How deep is the character of Claudius? Is he Hamlet’s worthy opponent? What
helps him to manipulate people and circumstances?
Claudius is a shrewd king who contrasts sharply with the other male characters in the
play. Most of the other important men in Hamlet are preoccupied with ideas of justice,
revenge, and moral balance, but Claudius is bent upon maintaining his own power. The
old King Hamlet was apparently a stern warrior, but Claudius is a corrupt politician
whose main weapon is his ability to manipulate others through his skillful use of
language. Claudius’s speech is compared to poison being poured in the ear—the method
he used to murder Hamlet’s father. Claudius’s love for Gertrude may be sincere, but it
also seems likely that he married her as a strategic move, to help him win the throne
away from Hamlet after the death of the king. Claudius reveals as much during his
confession in Act III ‘Oh, my offence is rank. It smells to Heaven. It hath the primal
eldest curse upon't, A brother’s murder’. By comparing himself to Cain, Claudius
illustrates that he understands the severity of his sin, and he expresses his sense of his
own moral corruption through images of decay: his sin is “rank” and sends the smell of
rot all the way to heaven. He admits that he can’t truly repent because he retains
possession of the goods that he acquired through sin—Gertrude’s hand and the Danish
throne. Unable to repent, Claudius seeks to rid himself of Hamlet instead. As the play
progresses, Claudius’s ascending fear of Hamlet’s insanity leads him to greater selfpreoccupation; when Gertrude tells him that Hamlet has killed Polonius, Claudius
doesn’t remark that Gertrude might have been in danger, but only that he would have
been in danger had he been in the room. He tells Laertes the same thing as he attempts
to soothe the young man’s anger after his father’s death. Claudius is ultimately too
crafty for his own good. In the end of the play, Claudius is killed by his own cowardly
machination. Hamlet is in two minds about killing Claudius, but when his mother dies
drinking the poison, there’s nothing to stop him.

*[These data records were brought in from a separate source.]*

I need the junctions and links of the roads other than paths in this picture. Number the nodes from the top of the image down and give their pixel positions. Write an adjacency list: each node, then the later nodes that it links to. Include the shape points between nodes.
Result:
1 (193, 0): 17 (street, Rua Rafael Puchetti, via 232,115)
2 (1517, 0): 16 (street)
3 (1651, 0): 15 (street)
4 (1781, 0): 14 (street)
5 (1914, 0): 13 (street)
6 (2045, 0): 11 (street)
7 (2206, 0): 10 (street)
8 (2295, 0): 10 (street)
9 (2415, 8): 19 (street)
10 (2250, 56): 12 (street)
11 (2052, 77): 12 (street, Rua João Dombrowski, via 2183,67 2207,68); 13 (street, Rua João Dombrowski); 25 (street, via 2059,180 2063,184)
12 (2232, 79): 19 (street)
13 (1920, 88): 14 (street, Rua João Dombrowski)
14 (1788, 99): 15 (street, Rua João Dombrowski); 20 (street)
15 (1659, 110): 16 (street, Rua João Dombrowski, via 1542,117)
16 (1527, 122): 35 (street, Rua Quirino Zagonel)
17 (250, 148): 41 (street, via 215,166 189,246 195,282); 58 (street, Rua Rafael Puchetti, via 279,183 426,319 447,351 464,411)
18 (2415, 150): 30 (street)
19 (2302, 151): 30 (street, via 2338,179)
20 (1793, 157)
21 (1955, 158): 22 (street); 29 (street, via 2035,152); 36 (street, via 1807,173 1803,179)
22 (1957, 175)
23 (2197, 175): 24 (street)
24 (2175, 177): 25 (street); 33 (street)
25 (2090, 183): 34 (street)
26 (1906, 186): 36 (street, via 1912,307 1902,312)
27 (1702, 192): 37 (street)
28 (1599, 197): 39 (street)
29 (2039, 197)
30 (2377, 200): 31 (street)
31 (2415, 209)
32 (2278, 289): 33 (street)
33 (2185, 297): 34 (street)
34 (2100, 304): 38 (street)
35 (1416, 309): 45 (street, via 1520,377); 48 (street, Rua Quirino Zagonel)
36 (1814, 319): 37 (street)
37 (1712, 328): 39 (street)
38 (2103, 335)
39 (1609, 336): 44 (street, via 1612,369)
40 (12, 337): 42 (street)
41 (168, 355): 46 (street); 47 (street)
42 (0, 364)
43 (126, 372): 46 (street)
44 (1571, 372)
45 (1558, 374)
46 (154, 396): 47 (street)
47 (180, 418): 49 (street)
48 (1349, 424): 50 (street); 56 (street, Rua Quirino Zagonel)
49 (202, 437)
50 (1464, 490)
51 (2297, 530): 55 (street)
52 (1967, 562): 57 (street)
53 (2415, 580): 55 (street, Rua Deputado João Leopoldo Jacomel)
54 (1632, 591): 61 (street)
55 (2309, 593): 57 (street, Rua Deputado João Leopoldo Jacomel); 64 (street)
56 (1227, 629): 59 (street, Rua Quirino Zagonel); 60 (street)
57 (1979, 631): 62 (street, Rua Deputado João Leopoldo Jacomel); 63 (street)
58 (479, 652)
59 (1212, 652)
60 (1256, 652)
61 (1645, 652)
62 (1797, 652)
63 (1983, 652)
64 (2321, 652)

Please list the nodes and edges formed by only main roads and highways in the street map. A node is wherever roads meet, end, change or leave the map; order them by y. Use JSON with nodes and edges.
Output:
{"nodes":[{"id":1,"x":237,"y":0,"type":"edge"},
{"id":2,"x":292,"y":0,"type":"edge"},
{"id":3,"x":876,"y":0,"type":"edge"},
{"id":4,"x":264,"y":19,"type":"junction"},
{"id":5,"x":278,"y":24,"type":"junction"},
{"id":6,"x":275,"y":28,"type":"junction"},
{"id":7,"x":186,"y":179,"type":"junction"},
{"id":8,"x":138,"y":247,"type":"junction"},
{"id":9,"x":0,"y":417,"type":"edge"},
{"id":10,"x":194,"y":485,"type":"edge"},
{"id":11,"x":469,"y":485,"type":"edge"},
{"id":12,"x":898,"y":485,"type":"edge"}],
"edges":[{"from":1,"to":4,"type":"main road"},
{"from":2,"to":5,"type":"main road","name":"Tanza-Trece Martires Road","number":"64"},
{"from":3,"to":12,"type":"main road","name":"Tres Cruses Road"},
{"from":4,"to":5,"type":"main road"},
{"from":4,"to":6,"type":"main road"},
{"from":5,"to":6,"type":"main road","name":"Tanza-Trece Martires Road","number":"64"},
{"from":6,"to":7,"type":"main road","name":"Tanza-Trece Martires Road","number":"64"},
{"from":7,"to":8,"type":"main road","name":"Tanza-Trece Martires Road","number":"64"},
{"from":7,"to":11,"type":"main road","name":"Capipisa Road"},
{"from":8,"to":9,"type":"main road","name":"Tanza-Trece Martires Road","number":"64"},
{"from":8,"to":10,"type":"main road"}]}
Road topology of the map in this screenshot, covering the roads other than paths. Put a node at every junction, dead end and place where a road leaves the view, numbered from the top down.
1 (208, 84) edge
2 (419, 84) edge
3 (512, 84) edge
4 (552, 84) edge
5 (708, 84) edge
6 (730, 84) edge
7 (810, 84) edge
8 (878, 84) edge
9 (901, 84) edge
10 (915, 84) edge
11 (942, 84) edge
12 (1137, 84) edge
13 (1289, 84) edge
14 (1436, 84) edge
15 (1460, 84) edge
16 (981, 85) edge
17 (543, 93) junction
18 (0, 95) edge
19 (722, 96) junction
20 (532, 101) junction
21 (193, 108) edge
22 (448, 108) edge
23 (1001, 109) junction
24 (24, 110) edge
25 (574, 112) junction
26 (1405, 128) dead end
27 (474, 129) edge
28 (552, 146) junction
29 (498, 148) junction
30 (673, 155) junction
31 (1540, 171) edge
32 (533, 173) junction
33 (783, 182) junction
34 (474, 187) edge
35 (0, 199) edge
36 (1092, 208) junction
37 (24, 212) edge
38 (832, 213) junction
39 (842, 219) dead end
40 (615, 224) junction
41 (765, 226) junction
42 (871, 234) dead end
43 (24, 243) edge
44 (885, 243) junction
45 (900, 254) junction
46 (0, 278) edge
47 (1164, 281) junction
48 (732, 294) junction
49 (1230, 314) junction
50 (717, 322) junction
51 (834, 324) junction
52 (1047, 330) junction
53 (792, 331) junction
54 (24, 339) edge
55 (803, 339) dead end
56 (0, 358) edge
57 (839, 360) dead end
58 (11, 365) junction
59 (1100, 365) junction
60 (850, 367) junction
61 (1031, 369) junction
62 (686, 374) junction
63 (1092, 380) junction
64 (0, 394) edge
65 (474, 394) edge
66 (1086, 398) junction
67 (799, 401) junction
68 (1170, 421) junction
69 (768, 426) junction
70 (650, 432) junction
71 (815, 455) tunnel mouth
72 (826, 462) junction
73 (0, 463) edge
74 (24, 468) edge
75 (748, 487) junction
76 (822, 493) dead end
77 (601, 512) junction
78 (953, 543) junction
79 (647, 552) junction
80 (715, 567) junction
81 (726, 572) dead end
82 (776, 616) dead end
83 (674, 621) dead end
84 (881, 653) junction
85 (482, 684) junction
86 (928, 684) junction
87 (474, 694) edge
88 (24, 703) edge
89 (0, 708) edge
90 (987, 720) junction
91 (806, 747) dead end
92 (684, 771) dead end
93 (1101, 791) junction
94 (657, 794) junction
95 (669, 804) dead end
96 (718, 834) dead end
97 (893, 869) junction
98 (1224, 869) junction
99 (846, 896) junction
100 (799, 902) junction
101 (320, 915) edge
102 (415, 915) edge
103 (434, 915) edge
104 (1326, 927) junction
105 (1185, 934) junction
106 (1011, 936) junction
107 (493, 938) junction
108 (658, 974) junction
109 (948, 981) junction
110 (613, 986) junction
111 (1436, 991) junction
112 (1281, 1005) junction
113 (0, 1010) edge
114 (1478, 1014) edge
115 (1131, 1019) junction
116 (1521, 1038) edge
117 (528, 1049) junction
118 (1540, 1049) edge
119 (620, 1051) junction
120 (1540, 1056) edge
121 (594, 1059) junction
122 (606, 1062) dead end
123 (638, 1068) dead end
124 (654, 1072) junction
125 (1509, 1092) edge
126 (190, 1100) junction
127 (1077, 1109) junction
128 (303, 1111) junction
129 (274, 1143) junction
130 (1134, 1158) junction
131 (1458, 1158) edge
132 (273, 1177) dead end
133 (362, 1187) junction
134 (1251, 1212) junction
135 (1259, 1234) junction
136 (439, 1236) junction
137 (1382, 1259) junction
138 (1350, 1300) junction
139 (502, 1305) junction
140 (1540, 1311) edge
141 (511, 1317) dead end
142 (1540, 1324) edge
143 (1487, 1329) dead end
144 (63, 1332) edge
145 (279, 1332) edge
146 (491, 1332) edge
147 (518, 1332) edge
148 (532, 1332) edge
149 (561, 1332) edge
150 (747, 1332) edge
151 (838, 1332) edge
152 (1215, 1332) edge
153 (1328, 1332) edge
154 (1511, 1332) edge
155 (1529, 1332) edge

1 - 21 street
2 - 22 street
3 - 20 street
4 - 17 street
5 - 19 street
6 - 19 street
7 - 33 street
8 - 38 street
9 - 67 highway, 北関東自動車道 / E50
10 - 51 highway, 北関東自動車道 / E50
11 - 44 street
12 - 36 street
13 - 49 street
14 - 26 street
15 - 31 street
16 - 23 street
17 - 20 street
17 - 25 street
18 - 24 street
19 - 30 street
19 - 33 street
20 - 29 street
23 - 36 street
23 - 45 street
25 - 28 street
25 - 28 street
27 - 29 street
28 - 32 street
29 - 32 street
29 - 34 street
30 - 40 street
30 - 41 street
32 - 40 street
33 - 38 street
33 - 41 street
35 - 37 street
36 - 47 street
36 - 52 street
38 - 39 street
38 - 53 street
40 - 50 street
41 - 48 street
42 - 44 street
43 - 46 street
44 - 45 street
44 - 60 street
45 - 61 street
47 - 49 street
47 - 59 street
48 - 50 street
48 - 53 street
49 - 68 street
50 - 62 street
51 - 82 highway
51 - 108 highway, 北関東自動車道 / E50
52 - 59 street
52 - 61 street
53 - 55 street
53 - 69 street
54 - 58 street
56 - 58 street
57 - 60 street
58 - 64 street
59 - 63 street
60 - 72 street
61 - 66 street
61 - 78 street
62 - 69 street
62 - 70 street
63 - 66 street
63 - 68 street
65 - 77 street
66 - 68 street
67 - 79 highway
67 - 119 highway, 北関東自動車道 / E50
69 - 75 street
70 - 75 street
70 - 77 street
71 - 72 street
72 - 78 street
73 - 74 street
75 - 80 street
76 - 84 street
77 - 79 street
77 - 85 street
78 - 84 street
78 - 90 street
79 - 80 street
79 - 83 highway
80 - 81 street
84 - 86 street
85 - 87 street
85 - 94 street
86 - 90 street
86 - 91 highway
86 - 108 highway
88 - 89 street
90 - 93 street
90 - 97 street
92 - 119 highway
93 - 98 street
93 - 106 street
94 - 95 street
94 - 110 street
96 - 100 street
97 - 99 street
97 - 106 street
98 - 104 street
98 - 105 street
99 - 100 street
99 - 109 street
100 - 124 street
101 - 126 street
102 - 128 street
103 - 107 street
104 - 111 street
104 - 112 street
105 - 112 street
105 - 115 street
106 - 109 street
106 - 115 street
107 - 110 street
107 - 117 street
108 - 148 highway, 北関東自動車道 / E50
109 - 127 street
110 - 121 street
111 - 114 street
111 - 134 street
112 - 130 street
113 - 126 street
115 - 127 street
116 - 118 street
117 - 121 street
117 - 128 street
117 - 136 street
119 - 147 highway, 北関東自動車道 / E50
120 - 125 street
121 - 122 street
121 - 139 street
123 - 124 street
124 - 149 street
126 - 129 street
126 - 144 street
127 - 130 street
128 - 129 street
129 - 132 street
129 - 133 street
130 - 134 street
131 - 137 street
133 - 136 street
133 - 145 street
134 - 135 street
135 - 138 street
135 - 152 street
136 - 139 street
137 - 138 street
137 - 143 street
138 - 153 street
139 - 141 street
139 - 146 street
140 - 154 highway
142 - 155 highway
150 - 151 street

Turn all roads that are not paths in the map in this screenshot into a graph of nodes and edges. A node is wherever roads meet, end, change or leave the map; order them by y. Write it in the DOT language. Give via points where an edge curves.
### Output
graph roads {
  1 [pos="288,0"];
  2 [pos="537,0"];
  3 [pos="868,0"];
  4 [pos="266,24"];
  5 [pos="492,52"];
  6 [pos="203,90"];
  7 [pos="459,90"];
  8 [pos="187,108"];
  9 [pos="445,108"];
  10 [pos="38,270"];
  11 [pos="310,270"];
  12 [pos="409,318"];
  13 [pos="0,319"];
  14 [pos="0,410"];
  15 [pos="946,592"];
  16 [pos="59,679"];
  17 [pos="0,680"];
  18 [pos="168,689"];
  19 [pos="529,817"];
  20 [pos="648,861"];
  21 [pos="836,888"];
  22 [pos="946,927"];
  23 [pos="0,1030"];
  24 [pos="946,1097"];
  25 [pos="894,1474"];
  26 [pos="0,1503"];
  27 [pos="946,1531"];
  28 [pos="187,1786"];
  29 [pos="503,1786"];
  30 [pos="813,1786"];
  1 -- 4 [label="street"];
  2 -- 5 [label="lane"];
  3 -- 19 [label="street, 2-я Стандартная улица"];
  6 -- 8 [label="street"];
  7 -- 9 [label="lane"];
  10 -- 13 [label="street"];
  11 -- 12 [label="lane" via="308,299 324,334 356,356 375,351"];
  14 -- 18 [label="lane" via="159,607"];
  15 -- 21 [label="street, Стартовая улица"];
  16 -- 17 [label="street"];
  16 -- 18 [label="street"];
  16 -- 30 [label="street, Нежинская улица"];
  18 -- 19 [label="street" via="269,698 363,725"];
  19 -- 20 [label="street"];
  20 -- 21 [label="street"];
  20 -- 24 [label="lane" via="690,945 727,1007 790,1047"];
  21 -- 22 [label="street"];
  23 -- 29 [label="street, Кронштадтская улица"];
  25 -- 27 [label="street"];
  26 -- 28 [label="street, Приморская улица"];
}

Hamlet and Claudius are indeed worthy rivals. Although they function within different
moral codes and act to achieve different goals, they are both men of intelligence and
determination. Hamlet and Claudius are both dangerous, because they are skilled in
strategy and deceit. Hamlet plans to unmask Claudius by staging a rewritten play, just
as Claudius cleverly plans to deliver Hamlet to his death at the hands of the English.
When that fails, he plans Hamlet's death in a duel with Laertes.
Claudius and Hamlet both maintain false appearances while striving secretly to destroy
each other. Hamlet wears the mask of madness, while Claudius pretends to be his
loving, concerned parent. Finally, while pursuing their own ends, both men are effective
in engaging others to help them while keeping their secrets.